如申請專利範圍第1項之用途，其中該結締組織富含蛋白聚糖。
如申請專利範圍第1或2項之用途，其中該結締組織為軟骨。
如申請專利範圍第3項之用途，其中該疾病引起該軟骨中之一或多種缺陷。
如申請專利範圍第4項之用途，其中該醫藥品不被直接投至軟骨缺陷中。
如申請專利範圍第1或2項之用途，其中該醫藥品係投至關節間隙中。
如申請專利範圍第6項之用途，其中該關節間隙處於膝關節、髖關節、踝關節、肩關節、肘關節、腕關節、手或手指關節或足關節或椎間盤關節中。

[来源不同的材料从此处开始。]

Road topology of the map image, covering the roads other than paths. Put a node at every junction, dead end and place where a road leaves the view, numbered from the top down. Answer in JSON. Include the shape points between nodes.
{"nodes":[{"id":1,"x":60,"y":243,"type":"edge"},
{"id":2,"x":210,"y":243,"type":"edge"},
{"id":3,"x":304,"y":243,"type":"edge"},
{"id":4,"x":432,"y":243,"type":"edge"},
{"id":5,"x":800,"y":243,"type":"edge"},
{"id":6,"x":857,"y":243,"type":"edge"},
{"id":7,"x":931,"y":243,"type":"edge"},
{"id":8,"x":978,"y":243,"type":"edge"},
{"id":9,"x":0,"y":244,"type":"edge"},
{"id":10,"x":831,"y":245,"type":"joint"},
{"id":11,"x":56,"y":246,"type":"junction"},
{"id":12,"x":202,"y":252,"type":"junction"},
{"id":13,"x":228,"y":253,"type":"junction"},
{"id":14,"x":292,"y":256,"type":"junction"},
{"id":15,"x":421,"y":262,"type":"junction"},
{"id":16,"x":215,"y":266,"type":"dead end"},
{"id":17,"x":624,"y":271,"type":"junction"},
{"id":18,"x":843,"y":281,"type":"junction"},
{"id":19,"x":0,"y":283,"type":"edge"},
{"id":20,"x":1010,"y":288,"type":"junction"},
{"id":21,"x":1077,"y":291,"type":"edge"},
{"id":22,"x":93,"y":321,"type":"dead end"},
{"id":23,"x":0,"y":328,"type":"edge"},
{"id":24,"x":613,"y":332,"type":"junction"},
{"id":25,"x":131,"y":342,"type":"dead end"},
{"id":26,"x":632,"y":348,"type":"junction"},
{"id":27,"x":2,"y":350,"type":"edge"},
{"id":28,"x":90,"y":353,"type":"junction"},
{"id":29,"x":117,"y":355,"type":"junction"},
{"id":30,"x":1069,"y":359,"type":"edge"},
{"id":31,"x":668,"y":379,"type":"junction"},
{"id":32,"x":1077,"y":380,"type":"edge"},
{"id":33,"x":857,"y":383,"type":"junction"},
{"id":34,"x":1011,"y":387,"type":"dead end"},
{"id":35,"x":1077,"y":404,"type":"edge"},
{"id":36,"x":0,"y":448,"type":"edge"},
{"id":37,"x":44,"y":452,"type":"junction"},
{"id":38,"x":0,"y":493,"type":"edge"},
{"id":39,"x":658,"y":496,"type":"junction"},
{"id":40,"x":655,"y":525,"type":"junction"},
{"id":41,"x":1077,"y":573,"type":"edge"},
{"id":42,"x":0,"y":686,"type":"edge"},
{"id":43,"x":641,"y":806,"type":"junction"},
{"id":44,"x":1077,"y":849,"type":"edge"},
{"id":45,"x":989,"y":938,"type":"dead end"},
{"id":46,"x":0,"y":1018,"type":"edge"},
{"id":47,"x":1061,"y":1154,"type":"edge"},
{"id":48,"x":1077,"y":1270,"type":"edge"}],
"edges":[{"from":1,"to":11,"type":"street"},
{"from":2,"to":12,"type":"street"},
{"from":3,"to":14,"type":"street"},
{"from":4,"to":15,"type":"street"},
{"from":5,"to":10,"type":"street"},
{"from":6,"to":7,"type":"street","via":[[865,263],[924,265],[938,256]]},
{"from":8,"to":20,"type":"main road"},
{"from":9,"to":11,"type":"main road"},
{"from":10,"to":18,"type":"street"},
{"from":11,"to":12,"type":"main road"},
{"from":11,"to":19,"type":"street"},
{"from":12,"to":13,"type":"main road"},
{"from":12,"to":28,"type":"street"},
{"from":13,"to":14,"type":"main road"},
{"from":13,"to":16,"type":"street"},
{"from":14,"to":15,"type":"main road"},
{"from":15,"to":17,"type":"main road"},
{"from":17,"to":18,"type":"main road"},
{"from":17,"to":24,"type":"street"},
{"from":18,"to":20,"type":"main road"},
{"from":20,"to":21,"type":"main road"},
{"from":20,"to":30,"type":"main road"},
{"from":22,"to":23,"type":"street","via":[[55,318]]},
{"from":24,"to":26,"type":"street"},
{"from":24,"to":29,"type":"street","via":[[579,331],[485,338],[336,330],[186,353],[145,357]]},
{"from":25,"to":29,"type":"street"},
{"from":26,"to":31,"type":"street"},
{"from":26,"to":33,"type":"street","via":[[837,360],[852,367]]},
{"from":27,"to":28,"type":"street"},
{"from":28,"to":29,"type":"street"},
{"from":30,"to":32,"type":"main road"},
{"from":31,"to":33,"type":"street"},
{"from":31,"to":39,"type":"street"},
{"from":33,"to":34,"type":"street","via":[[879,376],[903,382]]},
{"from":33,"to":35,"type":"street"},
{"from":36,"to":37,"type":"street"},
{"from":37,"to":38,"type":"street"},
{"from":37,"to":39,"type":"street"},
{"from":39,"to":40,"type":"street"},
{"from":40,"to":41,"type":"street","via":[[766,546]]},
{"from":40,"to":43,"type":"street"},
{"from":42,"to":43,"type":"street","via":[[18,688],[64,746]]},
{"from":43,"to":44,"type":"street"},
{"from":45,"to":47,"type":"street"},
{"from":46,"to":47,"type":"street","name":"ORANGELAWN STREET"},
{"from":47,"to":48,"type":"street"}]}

如申請專利範圍第6項之用途，其中該醫藥品係藉由關節內注射來投予。
如申請專利範圍第1或2項之用途，其中該醫藥品之投予使得富含蛋白聚糖之軟骨得以保存或產生。
如申請專利範圍第9項之用途，其中該富含蛋白聚糖之軟骨為透明軟骨。
如申請專利範圍第1或2項之用途，其中該疾病為肌腱炎、背痛、迴旋套肌腱退化、腕隧道症候群、德奎緬氏症候群(DeQuervain's syndrome)、退化性頸及/或腰椎間盤、交叉點症候群(intersection syndrome)、反射性交感神經營養不良症候群(reflex sympathetic dystrophy syndrome，RSDS)、狹窄性腱鞘炎、上髁炎、腱鞘炎、胸廓出口症候群、尺神經卡壓、橈隧道症候群、重複性壓迫損傷(repetitive strain injury，RSI)、骨關節炎、類風濕性關節炎、牛皮癬性關節炎、血清反應陰性關節炎、與發炎性腸病有關之關節炎或強直性脊椎炎及退化椎間盤病症。
如申請專利範圍第1或2項之用途，其中該醫藥品係與玻糖醛酸(HA)組合投予。